May 17, 2010 Posted by | Computers & Technology, Microsoft | , , , , , , , , , | Leave a comment

Stock Management Software for Error Free Handling of the Inventories

The smooth sailing of a business organization depends on an array of factors. One of such factors is efficiency in the stock management. Many a newbie feels being at a loss while managing their stocks to a tee. They get so much engrossed in gaining full control over the tedious process of stock management, that they strive hard to be focused on their core task. Such inconvenience faced by the business personnel has propelled software engineers to come up with the innovative software to take care of all the possible challenges regarding managing the stocks to ensure the hassle free running of the business.
For a prolonged period and till a few years ago, the duty of stock management was vested in a handful of professionals. But the newly launched software has emerged as the functional alternative to the manual procedure for the management of stocks.
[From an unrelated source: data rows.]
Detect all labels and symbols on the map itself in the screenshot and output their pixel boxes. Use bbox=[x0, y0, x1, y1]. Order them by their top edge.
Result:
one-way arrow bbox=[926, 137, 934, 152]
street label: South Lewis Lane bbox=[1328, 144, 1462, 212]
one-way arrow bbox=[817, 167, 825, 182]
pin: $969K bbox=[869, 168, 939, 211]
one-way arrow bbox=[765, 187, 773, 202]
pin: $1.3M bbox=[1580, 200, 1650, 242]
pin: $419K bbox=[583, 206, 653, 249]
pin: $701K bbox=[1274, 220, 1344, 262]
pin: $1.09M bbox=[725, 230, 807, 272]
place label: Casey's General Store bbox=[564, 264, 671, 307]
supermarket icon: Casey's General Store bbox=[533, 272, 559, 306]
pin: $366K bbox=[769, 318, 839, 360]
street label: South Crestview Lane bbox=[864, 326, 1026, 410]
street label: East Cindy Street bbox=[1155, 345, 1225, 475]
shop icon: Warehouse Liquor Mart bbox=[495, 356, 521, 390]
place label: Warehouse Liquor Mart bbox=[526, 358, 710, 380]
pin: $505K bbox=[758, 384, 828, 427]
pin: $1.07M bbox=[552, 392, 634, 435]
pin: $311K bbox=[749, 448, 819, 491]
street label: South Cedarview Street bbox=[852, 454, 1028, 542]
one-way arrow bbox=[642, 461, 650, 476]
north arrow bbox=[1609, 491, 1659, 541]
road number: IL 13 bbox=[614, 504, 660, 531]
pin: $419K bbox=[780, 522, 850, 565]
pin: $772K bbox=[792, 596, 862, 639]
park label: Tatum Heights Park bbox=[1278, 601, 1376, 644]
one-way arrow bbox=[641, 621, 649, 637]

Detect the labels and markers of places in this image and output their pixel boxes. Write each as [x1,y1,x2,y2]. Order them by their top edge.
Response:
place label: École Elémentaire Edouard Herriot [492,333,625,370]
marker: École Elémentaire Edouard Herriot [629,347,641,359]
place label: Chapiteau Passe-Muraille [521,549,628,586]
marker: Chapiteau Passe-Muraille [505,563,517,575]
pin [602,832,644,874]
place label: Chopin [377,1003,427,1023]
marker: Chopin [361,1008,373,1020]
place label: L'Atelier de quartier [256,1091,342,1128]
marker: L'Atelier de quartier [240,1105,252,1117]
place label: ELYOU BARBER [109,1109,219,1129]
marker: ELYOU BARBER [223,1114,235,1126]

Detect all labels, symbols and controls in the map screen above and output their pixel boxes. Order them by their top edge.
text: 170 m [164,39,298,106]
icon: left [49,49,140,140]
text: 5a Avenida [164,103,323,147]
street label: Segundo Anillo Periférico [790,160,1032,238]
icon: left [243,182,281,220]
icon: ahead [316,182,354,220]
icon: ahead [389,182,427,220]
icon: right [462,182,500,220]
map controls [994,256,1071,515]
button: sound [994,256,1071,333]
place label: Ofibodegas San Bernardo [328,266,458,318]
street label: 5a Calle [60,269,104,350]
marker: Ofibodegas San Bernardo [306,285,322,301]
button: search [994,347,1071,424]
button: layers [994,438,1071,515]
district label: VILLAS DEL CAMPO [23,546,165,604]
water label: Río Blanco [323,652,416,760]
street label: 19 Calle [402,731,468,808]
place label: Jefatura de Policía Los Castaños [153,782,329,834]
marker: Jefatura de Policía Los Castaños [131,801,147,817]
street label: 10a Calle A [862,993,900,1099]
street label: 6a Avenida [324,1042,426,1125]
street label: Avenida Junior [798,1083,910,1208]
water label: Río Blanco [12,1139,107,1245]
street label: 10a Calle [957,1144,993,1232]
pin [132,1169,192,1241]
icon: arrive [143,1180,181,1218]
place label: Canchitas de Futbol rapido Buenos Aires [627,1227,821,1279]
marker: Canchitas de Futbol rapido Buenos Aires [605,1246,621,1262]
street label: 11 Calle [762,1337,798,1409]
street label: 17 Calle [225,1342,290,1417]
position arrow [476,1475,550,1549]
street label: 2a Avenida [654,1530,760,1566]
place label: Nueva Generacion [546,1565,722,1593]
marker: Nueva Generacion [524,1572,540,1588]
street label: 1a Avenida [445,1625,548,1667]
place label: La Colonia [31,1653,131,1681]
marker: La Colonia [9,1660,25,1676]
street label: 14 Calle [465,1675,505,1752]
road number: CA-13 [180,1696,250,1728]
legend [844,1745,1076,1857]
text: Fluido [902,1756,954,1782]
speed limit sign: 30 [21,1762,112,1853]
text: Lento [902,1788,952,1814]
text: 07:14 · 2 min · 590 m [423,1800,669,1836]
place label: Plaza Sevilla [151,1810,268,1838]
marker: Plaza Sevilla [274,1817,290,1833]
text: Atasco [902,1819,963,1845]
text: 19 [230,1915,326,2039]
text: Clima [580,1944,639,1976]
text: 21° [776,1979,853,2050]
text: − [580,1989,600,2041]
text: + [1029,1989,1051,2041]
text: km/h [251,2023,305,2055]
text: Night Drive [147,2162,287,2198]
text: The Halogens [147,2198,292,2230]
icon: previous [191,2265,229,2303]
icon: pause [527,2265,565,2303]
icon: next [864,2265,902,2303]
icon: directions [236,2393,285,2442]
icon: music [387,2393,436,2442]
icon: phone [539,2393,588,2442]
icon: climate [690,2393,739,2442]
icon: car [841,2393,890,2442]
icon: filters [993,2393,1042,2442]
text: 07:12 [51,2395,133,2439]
Though the introduction of the inventory software has been proved to be of great use for the business firms but it has also begotten a critical problem. The firms are still puzzled at picking up the right software for them. The market is teeming with a myriad of stock management software but the decision of selecting one should be done in a meticulous way according to one’s specific needs. After all, adeptness in the stock management in a professional way is an index to the flourishing growth of a business firm.
The human resources are slowly replaced by the high-end machineries due to several reasons. Many will raise their voice for such replacement. Undoubtedly, it causes several hardships for the sacked labors. But one should pause for some time to dig out the reason behind such trend in the industrial arena. If the flourishing business courses through many a divergent route, then it is not possible for the labors to keep track of the accumulated inventory stocks day by day. Then it can be best handled by the high-tech stock management software. If any sympathetic owner is averse to the idea of adopting the help of any such software, he of she can hire the service of a fulfillment house to manage such a burdensome duty.
The small business houses also can reap the benefit of the inventory software for the purpose of stock management. It will cobble up a way for the entrepreneurs to know beforehand if the stock has any shortage of raw materials and in that case they will replenish the stock once again. Such well-planned system makes it easier to maintain the finest balance between the quantities demanded and the amount that can be supplied.